Serbia-Kosovo, l'accordo sulle targhe automobilistiche è lontano

Il presidente serbo Aleksandar Vucic ha detto di non vedere a tutt'oggi alcuna possibilità di accordo sulla questione delle targhe automobilistiche per i serbi del Kosovo, nonostante l'ottimismo degli esponenti Ue. Il primo settembre scatta l'obbligo per la popolazione serba del Kosovo di sostituire le proprie targhe automobilistiche rilasciate da istituzioni serbe con quelle kosovare che hanno il simbolo RKS, Repubblica del Kosovo. Cosa questa che Belgrado non accetta non riconoscendo l'indipendenza e la sovranità statale del Kosovo, considerato ancora una provincia meridionale della Serbia a maggioranza albanese.

Per la sostituzione delle targhe, i serbi hanno due mesi di tempo, fino alla fine di ottobre, cosa questa che rende fiduciosi e sostanzialmente ottimisti i responsabili Ue che fanno da mediatori nel dialogo fra Belgrado e Pristina.

Bruxelles è fiduciosa

La speranza a Bruxelles è che la disputa sulle targhe potrà essere risolta come avvenuto nei giorni scorsi con il problema dei documenti di identità.

"La campagna di registrazione (delle nuove targhe) comincia il primo settembre e durerà due mesi. Per il primo settembre nonmi aspetto nessun dramma, non vi è alcun motivo. Abbiamo due mesi per trovare una soluzione, come l'abbiamo trovata per i documenti di identità", ha detto oggi l'inviato speciale Ue Miroslav Lajcak.

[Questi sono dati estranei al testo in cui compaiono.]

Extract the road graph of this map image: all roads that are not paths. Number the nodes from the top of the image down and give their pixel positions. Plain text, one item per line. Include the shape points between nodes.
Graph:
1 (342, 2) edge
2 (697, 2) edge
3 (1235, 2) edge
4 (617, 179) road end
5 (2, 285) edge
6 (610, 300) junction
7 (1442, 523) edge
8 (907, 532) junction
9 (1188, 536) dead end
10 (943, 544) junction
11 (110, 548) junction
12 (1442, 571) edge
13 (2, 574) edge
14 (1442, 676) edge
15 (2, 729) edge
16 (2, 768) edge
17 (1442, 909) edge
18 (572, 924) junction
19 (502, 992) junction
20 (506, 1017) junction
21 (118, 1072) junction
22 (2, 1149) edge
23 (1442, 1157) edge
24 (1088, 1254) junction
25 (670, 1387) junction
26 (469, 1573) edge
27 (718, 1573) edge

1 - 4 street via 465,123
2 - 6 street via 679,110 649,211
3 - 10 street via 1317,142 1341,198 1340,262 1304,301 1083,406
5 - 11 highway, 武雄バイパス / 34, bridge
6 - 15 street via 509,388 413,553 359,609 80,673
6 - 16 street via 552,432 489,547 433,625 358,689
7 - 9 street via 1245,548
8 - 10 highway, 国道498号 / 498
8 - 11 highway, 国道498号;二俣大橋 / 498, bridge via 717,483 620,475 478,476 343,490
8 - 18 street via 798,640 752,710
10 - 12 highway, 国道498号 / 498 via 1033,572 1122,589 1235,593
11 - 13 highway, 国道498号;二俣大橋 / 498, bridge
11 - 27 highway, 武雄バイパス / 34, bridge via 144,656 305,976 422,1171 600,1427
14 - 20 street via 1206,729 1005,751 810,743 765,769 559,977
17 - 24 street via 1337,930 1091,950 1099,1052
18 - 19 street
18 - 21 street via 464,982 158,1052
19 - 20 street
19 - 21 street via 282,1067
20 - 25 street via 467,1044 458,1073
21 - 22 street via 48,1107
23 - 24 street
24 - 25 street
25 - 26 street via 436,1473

A suo dire, bisogna essere ottimisti. Kfor, la Forza Nato in Kosovo, ha fatto sapere da parte sua di seguire e monitorare con grande attenzione la situazione sul terreno, con il rafforzamento delle proprie pattuglie, schierate in particolare ai principali valichi di confine, teatro un mese fa di dure proteste dei serbi che eressero blocchi stradali e barricate.

Una situazione di alta tensione nella quale, su pressione di Ue e Usa, Pristina accettò di rinviare di un mese l'entrata in vigore delle misure restrittive su documenti e targhe.

La disputa sui documenti è stata risolta con una decisione salomonica, sulle targhe servirà ancora molto lavoro negoziale.

La disputa sui documenti

Sui documenti intanto nei giorni scorsi, nell'ambito del dialogo facilitato dall'Ue, la Serbia ha accettato di abolire i documenti di ingresso/uscita per i titolari di carta d'identità del Kosovo e il Kosovo ha accettato di non introdurli per i titolari di carta d'identità serbi".

Ad annunciarlo l'Alto rappresentante Ue, Josep Borrell, su Twitter.

"I serbi del Kosovo, così come tutti gli altri cittadini, potranno viaggiare liberamente tra il Kosovo e la Serbia utilizzando le loro carte d'identità. L'Ue ha appena ricevuto garanzie a tal fine dal primo ministro Kurti. Questa è una soluzione europea. Ci congratuliamo con entrambi i leader per la decisione", aggiunge.